Eddie sonríe y se adelanta unos pasos corriendo, apunta a un árbol joven y lo golpea con las dos manos. Sus dientes de adulto todavía no se han ordenado. Parecen empujarse para hacerse un sitio en la boca. Hay grandes huecos y un par que se cruzan. Pronto se amontonarán detrás de unos aparatos.

—¿Cómo te han llamado los otros chicos desde el tren?

Él hace una mueca.

—Planta en Maceta —confiesa con tristeza.

—¿Por qué demonios...?

—Bueno, es un poco vergonzoso... ¿Tengo que explicarlo?

—Sí. No hay secretos entre nosotros. —Sonrío.

Eddie suspira.

—La señorita Wilton tiene una pequeña planta encima de su escritorio..., no estoy seguro de qué es. Mamá tiene una igual..., con flores violeta oscuro y hojas como velludas.

—¿Una violeta africana?

—Como se llame. Bueno, pues nos castigó a la hora de comer, y yo comenté que tenía tanta hambre que era capaz de comer cualquier cosa; así que Ben se apostó cinco libras conmigo a que no me comía la planta. De modo que...

—¿Te la comiste? —Arqueo una ceja, cruzando los brazos mientras camino.

Eddie se encoge de hombros, pero no puede evitar cierto aire de satisfacción.

—No toda. Solo las flores.

—¡Eddie!

—¡No se lo digas a mamá! —Se ríe alegremente, corriendo de nuevo—. ¿Cómo te llamaban en el colegio?—me grita.

—No tenía ningún apodo. Solo Rick. Siempre era la pequeña e iba a la zaga. Dinny a veces me llamaba Cachorro.

Eddie y yo estamos más unidos que muchos tíos y sobrinos. Me quedé dos meses con él mientras Beth se recuperaba y recibía ayuda. Fue un momento difícil, el momento de seguir adelante y fingir, aparentar normalidad y no protestar. No mantuvimos grandes conversaciones. No desnudamos nuestras almas ni nos desahogamos. Eddie era demasiado pequeño y yo estaba demasiado impaciente. Pero compartimos un momento de mucha incomodidad, profunda tristeza, cólera y confusión. Seguimos adelante igual de conmocionados los dos y eso es lo que ahora nos une, el recuerdo de ese período. Las conversaciones que su padre, Maxwell, y yo manteníamos en voz baja y ahogada detrás de puertas cerradas, para que Eddie no oyera a su padre llamar «inepta» a su madre.

De la cabaña del árbol solo quedan unos pocos tablones desiguales, oscuros y de aspecto viscoso como el armazón podrido de un buque naufragado.

—Bueno, supongo que sus días han terminado —digo con tristeza.

—Podrías reconstruirla. Yo te ayudaré, si quieres —dice Eddie para animarme.

Sonrío.

—Podríamos intentarlo. Pero mejor en verano..., ahora haría mucho frío y humedad allá arriba.

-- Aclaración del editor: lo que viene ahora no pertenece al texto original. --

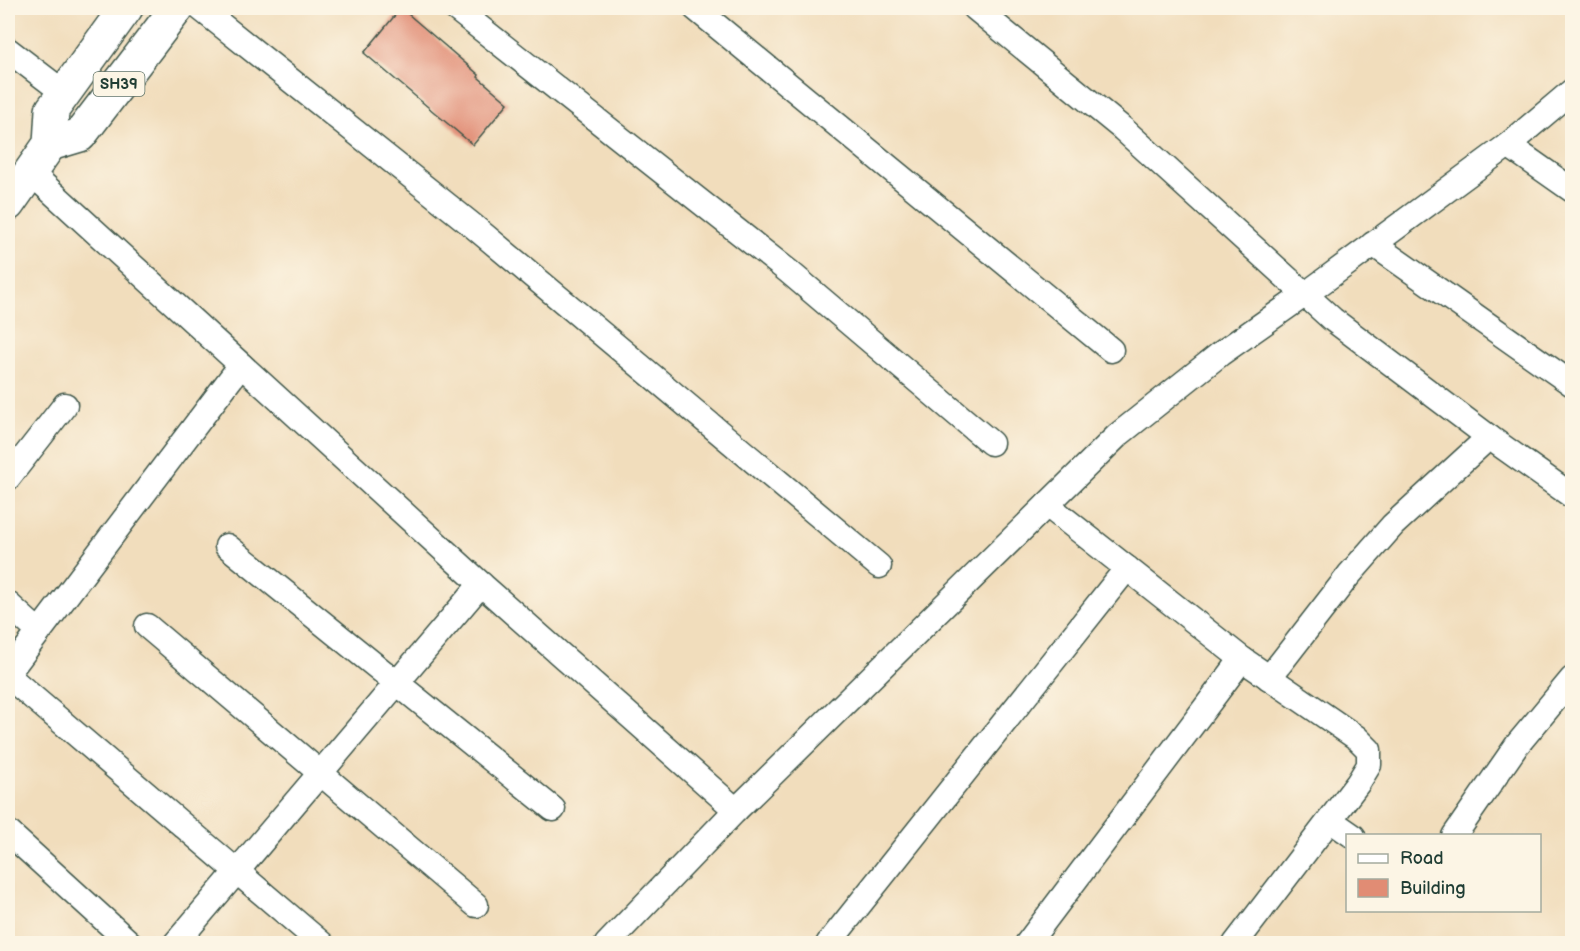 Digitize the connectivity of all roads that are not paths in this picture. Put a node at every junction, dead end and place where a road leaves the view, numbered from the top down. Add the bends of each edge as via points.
1 (126, 8) edge
2 (177, 8) edge
3 (200, 8) edge
4 (455, 8) edge
5 (695, 8) edge
6 (975, 8) edge
7 (8, 50) edge
8 (1572, 91) edge
9 (63, 92) junction
10 (50, 144) junction
11 (1508, 145) junction
12 (31, 173) junction
13 (1572, 190) edge
14 (8, 204) edge
15 (1373, 244) junction
16 (1305, 294) junction
17 (1111, 350) dead end
18 (241, 365) junction
19 (1572, 384) edge
20 (65, 405) dead end
21 (1489, 437) junction
22 (991, 443) dead end
23 (8, 478) edge
24 (1572, 496) edge
25 (1047, 504) junction
26 (227, 546) dead end
27 (879, 566) dead end
28 (1127, 568) junction
29 (481, 584) junction
30 (8, 604) edge
31 (147, 626) dead end
32 (39, 632) junction
33 (1242, 659) junction
34 (8, 675) edge
35 (1269, 678) junction
36 (1572, 680) edge
37 (396, 682) junction
38 (319, 773) junction
39 (553, 809) dead end
40 (736, 810) junction
41 (1330, 820) junction
42 (8, 832) edge
43 (1350, 834) edge
44 (1455, 834) edge
45 (237, 871) junction
46 (476, 905) dead end
47 (614, 941) edge
48 (131, 944) edge
49 (175, 944) edge
50 (322, 944) edge
51 (828, 944) edge
52 (1027, 944) edge
53 (1235, 944) edge

1 - 9 main road, SH39
2 - 10 main road, SH39 via 80,135
3 - 27 street via 472,225
4 - 22 street via 788,271
5 - 17 street
6 - 16 street via 1123,129
7 - 9 street
8 - 11 street
9 - 10 main road, SH39 via 52,110
10 - 12 main road, SH39
11 - 13 street
11 - 15 street
12 - 14 main road, SH39
12 - 18 street
15 - 16 street
15 - 19 street
16 - 21 street via 1332,319
16 - 25 street via 1220,354 1118,435
18 - 29 street
18 - 32 street
20 - 23 street
21 - 24 street
21 - 35 street via 1393,525
25 - 28 street
25 - 40 street
26 - 37 street
28 - 33 street
28 - 51 street
29 - 37 street
29 - 40 street
30 - 32 street
31 - 38 street
32 - 34 street
33 - 35 street
33 - 52 street
34 - 45 street
35 - 41 street via 1369,750 1369,765
36 - 44 street via 1517,745
37 - 38 street
37 - 39 street
38 - 45 street
38 - 46 street
40 - 47 street
41 - 43 street
41 - 53 street
42 - 48 street
45 - 49 street
45 - 50 street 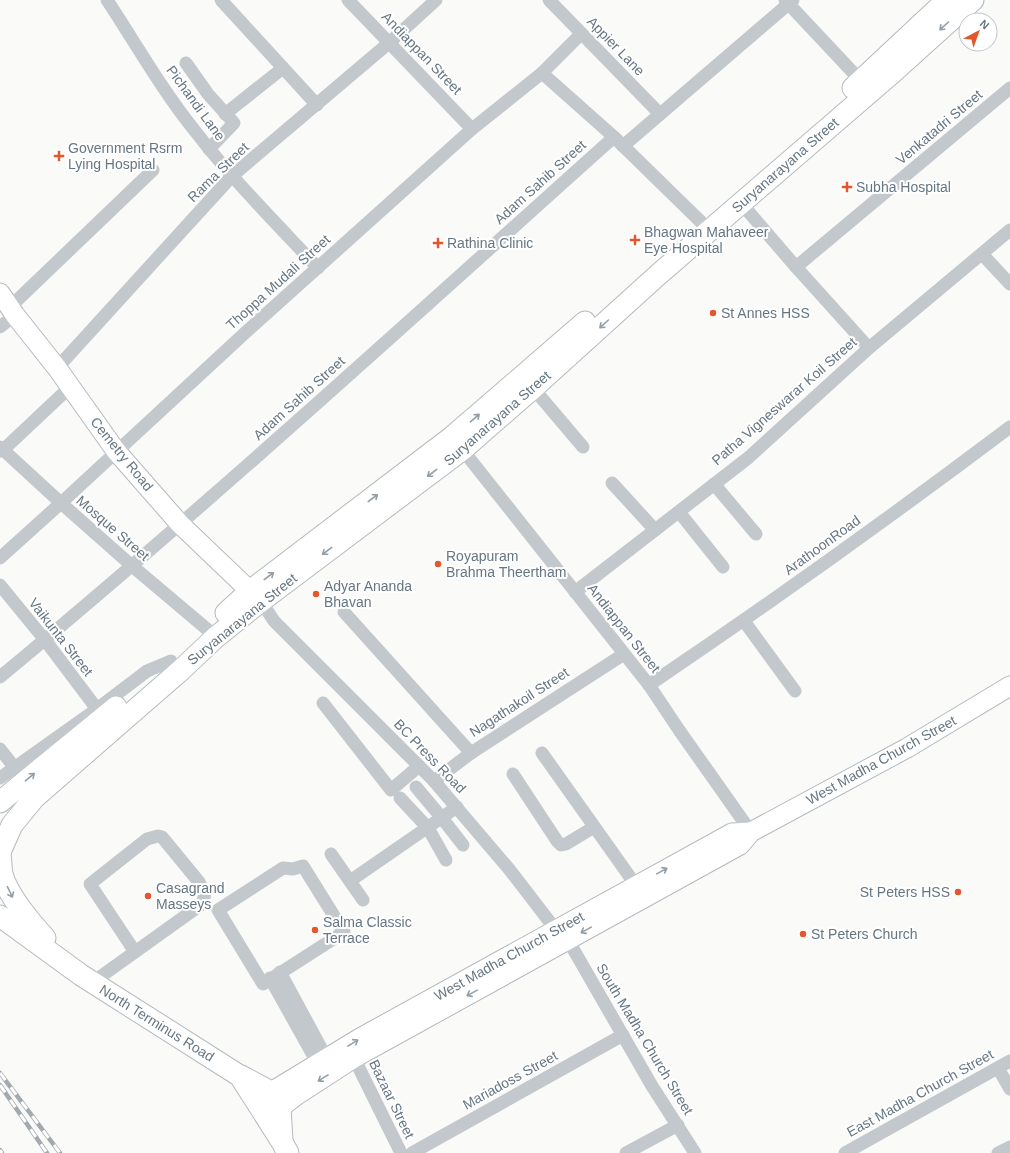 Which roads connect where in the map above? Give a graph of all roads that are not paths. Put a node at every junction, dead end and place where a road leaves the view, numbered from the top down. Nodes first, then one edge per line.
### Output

—¿Por qué dejasteis de venir aquí para ver a la bisabuela? —Una pregunta inocente, pobre Eddie. Menuda pregunta.

—Bueno..., ya sabes. Empezamos a viajar con nuestros padres cuando fuimos un poco mayores. No me acuerdo muy bien.

—Pero tú siempre dices que uno nunca se olvida de las cosas importantes que le pasan de niño. Es lo que me dijiste cuando gané ese premio de teatro y oratoria.

Lo había dicho en un sentido positivo. Pero ganó el premio durante los meses que pasé con él, y lo que los dos pensamos en ese momento fue que lo que él siempre recordaría era que un día había vuelto a casa del colegio y se había encontrado a su madre en ese estado. Vi el pensamiento reflejado en su cara y cerré los ojos, deseando poder retractarme de mis palabras.

—Bueno, eso solo demuestra que no puede haber sido tan importante, ¿no? —digo alegremente—. Vamos, hay montones de cosas que ver.

Nos encaminamos de nuevo hacia la casa y nos metemos en el invernadero cuando empieza a llover. Desde allí corremos de cobertizo en cobertizo casi sin mojarnos, y atravesamos los viejos establos hasta el garaje, que está abarrotado de trastos y salpicado de excrementos de pájaro. Contamos los nidos de las golondrinas que se aferran a las vigas como hongos. Eddie encuentra una pequeña hacha con la hoja roja por el óxido.